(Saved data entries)
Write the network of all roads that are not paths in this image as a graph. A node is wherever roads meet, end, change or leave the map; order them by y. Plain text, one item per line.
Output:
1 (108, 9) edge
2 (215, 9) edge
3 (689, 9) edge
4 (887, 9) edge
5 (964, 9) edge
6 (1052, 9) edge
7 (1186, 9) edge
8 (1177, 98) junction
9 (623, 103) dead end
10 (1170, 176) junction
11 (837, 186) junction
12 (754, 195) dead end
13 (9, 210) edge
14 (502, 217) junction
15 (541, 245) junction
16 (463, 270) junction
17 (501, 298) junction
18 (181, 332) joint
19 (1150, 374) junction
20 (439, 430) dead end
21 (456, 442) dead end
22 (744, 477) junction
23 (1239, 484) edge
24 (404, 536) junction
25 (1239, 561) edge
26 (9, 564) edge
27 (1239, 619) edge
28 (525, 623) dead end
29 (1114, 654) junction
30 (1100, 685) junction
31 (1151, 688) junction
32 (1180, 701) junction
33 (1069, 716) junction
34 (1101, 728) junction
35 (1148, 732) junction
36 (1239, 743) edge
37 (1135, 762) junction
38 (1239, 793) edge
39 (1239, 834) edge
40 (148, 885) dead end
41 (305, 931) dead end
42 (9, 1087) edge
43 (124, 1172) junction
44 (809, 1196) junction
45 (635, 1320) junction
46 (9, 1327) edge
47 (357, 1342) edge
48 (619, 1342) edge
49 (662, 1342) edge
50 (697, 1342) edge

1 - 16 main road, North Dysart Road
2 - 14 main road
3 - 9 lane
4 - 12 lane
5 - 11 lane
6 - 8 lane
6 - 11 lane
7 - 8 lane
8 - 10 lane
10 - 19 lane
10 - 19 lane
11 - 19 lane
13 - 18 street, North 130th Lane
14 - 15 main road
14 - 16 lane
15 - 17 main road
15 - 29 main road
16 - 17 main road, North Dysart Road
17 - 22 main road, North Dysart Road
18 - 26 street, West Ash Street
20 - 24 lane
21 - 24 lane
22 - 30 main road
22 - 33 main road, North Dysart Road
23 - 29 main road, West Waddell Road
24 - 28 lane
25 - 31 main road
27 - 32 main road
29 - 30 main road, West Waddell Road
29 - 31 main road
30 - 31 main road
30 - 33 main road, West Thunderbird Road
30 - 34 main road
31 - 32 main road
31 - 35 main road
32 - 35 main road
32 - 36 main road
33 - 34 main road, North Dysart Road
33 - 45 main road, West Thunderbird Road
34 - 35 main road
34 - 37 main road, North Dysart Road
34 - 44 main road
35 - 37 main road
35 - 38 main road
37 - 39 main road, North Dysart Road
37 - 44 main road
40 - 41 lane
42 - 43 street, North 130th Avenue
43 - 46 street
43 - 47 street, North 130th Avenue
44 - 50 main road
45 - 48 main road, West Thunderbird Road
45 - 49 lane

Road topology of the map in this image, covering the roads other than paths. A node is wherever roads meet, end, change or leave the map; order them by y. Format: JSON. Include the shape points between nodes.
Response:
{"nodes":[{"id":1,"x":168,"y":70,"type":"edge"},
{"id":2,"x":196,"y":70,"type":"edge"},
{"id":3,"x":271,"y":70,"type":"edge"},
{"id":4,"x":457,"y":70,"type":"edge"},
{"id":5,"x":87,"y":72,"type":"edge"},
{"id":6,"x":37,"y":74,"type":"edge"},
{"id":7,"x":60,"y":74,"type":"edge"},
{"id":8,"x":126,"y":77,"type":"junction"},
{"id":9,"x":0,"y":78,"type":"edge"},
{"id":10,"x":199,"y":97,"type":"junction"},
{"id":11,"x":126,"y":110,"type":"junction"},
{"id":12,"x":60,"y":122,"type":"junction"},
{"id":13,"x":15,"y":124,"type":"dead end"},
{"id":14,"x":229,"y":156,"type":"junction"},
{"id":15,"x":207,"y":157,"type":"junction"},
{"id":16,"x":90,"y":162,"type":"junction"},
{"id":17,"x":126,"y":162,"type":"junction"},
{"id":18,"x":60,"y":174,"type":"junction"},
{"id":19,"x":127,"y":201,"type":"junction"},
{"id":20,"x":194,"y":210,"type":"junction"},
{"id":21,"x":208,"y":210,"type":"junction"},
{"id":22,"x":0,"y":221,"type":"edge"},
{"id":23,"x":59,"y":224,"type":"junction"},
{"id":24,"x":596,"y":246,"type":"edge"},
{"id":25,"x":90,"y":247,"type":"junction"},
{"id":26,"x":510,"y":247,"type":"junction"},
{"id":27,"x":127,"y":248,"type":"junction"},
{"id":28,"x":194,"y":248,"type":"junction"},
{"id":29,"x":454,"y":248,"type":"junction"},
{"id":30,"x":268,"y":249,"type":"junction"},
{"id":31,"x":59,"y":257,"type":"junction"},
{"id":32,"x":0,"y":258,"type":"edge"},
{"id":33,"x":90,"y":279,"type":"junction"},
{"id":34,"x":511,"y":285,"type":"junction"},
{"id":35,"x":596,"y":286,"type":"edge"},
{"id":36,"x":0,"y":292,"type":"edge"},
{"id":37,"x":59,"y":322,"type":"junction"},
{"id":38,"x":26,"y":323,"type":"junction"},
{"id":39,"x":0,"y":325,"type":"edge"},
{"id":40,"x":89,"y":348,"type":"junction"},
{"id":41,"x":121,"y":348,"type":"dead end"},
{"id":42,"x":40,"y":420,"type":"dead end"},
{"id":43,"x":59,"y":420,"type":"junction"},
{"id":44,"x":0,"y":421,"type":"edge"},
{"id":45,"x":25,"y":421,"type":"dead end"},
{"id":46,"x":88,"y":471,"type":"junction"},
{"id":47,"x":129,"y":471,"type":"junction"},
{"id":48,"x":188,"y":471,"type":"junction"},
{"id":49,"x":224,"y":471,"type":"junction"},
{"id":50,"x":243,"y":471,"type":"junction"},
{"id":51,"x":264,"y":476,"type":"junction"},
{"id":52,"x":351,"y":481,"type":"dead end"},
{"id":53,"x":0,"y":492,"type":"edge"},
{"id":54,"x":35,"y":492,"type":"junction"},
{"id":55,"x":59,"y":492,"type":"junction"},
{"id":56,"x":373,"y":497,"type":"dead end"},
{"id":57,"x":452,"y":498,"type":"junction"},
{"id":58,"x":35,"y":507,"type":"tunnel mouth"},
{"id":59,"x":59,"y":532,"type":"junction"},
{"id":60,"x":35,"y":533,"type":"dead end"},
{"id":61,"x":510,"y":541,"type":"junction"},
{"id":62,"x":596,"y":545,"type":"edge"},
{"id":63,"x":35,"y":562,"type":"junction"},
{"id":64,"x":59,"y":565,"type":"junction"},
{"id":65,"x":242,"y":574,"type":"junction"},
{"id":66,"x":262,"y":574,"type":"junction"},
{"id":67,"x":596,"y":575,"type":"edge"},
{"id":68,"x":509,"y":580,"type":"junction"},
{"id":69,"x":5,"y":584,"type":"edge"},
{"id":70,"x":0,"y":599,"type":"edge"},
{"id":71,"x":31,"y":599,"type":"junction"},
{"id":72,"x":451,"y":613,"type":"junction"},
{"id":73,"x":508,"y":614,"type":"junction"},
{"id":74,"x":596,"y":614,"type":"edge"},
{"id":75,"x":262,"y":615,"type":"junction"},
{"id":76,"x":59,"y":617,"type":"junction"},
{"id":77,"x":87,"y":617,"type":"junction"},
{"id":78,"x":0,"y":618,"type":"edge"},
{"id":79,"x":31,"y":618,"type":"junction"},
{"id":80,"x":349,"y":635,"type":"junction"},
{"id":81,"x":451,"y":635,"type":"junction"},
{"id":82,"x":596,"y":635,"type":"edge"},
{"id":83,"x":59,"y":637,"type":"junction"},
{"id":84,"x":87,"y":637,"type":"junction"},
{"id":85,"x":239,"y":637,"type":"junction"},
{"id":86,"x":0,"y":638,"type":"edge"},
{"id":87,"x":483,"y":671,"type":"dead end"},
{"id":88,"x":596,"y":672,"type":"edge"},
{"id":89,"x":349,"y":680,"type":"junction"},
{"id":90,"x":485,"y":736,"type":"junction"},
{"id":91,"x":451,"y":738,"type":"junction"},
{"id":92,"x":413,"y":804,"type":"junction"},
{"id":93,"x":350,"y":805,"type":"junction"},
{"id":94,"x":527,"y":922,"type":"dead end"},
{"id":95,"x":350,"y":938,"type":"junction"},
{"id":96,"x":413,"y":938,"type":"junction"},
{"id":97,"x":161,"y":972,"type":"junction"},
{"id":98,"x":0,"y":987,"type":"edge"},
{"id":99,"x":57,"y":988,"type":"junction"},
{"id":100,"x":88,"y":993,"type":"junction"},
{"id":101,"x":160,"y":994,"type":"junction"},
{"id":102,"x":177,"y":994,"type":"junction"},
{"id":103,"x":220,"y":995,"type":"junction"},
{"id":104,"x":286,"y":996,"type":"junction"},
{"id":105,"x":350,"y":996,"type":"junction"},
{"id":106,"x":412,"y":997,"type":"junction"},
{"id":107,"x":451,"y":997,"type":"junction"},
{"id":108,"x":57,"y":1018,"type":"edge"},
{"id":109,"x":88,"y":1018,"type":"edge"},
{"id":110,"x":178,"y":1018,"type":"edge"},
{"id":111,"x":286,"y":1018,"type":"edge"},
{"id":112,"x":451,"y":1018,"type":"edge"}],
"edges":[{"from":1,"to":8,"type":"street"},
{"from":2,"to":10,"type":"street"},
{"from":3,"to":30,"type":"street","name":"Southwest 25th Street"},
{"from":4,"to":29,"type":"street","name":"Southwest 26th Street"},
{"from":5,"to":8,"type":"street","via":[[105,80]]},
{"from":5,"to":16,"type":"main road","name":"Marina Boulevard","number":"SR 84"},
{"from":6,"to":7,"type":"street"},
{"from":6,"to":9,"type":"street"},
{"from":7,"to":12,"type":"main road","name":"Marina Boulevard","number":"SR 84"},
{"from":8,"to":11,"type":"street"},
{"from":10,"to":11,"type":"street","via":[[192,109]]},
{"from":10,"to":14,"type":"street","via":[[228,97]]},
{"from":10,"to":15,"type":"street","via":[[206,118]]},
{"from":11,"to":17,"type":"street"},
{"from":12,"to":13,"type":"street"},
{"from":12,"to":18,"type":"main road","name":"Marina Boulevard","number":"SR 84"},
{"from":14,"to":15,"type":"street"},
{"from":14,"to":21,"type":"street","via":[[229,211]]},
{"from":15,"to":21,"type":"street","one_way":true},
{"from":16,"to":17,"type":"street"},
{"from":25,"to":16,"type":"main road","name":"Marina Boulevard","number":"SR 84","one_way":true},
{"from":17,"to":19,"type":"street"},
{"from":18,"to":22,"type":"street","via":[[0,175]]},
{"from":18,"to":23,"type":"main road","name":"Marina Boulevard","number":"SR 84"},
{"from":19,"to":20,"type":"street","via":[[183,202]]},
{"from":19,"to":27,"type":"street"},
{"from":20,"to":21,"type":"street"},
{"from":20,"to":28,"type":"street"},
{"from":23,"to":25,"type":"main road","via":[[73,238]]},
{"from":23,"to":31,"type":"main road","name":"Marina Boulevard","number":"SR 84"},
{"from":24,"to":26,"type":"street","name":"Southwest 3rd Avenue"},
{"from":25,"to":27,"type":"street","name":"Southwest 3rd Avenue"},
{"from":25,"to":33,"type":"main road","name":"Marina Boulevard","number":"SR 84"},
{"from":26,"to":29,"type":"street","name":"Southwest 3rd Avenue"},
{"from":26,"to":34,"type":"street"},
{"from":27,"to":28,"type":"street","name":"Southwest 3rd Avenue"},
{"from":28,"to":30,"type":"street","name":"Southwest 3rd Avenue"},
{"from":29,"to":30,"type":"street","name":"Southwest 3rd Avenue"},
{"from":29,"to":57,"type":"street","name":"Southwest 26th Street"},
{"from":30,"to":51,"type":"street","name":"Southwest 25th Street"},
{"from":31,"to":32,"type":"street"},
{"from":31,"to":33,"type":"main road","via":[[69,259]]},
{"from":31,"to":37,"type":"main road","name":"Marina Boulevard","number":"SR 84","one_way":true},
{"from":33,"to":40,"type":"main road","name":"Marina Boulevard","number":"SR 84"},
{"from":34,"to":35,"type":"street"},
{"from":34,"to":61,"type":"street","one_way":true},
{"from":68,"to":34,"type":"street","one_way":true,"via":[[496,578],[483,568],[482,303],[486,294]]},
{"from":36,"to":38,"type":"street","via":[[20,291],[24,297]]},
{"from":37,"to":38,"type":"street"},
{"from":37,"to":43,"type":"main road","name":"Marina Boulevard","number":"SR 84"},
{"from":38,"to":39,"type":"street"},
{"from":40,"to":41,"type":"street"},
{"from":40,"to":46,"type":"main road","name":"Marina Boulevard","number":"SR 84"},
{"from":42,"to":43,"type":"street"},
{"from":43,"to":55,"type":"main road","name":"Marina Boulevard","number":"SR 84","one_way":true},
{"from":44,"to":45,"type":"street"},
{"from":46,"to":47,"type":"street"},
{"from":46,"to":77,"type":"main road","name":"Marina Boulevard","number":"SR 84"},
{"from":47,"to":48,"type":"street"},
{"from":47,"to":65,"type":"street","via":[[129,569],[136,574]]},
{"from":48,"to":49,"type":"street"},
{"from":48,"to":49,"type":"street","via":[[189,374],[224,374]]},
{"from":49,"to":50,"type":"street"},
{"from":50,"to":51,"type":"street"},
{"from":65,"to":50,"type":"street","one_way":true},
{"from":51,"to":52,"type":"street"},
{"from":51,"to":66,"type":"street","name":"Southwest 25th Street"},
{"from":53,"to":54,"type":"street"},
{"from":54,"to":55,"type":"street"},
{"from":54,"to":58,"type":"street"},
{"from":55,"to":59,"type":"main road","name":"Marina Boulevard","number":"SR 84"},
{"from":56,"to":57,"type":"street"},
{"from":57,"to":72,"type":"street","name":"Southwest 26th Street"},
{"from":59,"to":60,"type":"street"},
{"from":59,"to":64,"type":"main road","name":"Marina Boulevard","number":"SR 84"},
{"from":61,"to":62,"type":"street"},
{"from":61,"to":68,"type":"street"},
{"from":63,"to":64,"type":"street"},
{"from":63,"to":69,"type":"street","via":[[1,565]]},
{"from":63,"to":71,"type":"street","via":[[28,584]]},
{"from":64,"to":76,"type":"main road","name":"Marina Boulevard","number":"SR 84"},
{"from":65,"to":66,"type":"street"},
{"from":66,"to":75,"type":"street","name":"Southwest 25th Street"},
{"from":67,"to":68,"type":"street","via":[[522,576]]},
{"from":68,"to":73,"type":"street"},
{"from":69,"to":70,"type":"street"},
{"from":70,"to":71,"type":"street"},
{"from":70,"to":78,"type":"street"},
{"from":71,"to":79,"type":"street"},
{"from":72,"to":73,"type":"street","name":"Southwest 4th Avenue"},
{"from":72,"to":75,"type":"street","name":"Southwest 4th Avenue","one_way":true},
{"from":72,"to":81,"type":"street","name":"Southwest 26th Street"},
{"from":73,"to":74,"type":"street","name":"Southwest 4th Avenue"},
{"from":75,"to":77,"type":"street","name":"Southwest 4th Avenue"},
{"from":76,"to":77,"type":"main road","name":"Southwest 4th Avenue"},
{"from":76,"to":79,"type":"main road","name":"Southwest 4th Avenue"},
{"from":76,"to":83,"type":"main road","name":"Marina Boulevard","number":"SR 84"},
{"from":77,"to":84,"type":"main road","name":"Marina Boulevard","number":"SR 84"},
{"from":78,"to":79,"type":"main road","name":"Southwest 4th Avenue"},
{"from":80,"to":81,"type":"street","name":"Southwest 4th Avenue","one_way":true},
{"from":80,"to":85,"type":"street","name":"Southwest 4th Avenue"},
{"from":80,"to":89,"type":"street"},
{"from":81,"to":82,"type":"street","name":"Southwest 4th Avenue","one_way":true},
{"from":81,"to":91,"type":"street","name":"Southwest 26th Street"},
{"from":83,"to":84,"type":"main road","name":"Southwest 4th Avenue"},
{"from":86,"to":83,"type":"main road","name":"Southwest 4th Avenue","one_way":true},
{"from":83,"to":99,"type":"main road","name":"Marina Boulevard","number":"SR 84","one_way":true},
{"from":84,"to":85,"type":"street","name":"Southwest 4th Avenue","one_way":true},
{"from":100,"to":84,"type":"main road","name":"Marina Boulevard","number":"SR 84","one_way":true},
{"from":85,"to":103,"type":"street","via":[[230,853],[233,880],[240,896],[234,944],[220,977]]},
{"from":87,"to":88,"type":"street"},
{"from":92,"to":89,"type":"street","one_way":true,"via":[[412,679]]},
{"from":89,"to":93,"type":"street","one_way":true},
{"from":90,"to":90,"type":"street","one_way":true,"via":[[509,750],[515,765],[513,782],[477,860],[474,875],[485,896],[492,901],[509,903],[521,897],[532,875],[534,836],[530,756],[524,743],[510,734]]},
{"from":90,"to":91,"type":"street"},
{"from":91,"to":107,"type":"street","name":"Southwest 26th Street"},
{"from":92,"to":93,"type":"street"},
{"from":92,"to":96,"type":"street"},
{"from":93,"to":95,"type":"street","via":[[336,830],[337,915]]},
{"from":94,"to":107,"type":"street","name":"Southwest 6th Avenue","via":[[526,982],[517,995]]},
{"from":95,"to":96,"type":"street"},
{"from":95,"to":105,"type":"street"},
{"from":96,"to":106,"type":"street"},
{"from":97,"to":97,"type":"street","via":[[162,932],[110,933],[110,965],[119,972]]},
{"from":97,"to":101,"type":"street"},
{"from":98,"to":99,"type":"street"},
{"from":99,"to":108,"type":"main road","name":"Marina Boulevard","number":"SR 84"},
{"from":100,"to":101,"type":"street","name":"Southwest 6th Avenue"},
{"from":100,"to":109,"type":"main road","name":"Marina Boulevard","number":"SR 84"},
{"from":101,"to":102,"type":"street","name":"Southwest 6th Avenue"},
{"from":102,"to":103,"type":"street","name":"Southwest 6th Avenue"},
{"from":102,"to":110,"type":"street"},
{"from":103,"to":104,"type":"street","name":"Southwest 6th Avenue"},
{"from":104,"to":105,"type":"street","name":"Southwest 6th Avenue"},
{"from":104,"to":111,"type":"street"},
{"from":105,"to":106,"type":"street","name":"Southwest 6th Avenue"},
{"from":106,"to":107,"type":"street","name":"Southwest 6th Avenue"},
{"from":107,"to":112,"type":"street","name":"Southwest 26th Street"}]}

**Instructions for the task:** Which lines in the data above hold the word "this"? Return each of them.

**Answer to the exercise:**
Write the network of all roads that are not paths in this image as a graph. A node is wherever roads meet, end, change or leave the map; order them by y. Plain text, one item per line.
Road topology of the map in this image, covering the roads other than paths. A node is wherever roads meet, end, change or leave the map; order them by y. Format: JSON. Include the shape points between nodes.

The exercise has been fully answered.